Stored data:
===============
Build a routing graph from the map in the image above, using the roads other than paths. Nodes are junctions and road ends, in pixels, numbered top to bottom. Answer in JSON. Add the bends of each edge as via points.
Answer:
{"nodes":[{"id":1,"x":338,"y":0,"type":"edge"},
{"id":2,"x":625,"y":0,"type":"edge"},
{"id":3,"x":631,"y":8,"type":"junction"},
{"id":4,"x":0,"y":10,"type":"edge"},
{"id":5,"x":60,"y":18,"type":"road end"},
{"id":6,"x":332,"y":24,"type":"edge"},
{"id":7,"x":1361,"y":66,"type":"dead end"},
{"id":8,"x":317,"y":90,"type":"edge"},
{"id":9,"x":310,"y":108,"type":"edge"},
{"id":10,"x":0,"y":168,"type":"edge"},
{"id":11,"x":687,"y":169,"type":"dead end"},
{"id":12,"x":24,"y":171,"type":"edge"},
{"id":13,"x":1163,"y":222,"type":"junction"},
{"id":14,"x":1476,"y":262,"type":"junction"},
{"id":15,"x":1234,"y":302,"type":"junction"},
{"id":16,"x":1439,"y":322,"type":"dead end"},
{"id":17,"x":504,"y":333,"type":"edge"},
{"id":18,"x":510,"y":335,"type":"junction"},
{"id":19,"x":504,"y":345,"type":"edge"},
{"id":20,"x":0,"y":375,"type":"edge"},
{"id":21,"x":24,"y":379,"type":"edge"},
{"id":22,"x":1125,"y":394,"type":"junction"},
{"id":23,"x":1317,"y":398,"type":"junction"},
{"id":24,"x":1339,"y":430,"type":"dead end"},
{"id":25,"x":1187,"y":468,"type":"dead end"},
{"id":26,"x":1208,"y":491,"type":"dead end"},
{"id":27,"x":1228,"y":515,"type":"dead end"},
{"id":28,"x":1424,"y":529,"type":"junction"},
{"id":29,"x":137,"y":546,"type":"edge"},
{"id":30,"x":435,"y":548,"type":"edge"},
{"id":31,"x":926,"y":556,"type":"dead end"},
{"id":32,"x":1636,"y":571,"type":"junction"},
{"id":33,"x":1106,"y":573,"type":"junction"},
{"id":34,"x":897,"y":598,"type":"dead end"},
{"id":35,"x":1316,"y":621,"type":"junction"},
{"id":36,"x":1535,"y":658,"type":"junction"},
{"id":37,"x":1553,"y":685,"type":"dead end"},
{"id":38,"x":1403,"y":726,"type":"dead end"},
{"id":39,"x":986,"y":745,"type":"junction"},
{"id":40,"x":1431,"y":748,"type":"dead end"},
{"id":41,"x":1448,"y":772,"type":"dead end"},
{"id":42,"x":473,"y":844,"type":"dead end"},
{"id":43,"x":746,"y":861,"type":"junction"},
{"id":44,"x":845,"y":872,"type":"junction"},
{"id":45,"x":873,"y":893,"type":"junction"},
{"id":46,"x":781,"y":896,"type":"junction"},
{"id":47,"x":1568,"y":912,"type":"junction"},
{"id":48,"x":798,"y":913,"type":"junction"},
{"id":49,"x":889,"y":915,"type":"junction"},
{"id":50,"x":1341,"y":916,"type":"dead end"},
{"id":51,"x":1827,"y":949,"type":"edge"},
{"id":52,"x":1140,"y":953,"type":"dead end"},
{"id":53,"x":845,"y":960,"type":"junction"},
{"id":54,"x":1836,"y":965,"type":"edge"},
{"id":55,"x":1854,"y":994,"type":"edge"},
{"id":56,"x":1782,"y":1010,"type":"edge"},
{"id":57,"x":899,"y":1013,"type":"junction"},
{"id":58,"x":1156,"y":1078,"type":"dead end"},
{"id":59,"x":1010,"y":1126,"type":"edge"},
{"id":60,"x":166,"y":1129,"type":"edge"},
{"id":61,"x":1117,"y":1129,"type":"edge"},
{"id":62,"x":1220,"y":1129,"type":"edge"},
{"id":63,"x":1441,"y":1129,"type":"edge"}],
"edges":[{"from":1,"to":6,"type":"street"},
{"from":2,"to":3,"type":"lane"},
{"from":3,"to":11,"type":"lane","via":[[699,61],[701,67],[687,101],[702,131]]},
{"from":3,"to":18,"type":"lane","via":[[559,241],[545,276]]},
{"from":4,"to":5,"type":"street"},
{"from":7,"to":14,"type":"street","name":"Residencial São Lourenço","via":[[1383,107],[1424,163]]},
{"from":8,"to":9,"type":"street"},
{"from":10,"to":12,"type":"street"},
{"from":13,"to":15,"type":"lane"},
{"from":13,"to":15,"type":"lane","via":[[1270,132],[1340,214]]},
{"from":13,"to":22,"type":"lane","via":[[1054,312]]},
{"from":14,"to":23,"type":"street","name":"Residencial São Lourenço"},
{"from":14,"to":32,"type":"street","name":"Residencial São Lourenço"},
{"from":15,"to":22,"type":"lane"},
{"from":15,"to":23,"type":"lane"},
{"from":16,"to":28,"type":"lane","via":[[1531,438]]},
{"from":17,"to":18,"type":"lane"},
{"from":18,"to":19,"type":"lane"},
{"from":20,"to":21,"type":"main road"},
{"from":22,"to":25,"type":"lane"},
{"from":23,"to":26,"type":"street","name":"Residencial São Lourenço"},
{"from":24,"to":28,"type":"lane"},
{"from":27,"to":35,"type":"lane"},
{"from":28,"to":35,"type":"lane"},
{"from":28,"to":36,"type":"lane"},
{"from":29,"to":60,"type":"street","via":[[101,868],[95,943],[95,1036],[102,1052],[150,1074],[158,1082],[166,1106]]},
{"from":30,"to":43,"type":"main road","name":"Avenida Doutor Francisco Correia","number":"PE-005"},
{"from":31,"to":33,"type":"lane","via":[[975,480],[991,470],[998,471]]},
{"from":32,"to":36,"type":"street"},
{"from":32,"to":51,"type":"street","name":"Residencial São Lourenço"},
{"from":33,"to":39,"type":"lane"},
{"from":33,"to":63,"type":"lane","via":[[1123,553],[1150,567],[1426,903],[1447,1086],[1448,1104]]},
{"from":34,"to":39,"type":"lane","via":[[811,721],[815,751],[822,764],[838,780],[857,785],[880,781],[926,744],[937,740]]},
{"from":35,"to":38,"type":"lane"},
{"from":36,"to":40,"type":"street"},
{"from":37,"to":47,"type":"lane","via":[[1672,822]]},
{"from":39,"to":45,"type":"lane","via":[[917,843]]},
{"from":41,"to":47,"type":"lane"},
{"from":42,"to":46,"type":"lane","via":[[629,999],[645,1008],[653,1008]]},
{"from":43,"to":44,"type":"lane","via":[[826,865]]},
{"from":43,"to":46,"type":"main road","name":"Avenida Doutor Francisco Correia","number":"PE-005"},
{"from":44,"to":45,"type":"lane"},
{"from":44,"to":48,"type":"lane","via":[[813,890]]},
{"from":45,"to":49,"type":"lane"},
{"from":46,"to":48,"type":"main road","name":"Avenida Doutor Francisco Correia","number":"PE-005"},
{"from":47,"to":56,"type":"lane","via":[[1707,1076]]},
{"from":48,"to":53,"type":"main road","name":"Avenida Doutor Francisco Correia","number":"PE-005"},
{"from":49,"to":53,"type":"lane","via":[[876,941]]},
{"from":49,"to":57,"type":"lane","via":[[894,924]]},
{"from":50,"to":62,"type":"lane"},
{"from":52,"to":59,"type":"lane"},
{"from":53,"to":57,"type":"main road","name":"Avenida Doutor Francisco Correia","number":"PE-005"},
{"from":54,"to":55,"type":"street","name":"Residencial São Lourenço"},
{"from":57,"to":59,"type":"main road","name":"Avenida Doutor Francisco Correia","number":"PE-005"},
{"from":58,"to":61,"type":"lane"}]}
===============
▶ WORK TO BE COMPLETED
For every line above that includes the string "Lourenço", copy the line.

▶ RESPONSE AREA
{"from":7,"to":14,"type":"street","name":"Residencial São Lourenço","via":[[1383,107],[1424,163]]},
{"from":14,"to":23,"type":"street","name":"Residencial São Lourenço"},
{"from":14,"to":32,"type":"street","name":"Residencial São Lourenço"},
{"from":23,"to":26,"type":"street","name":"Residencial São Lourenço"},
{"from":32,"to":51,"type":"street","name":"Residencial São Lourenço"},
{"from":54,"to":55,"type":"street","name":"Residencial São Lourenço"},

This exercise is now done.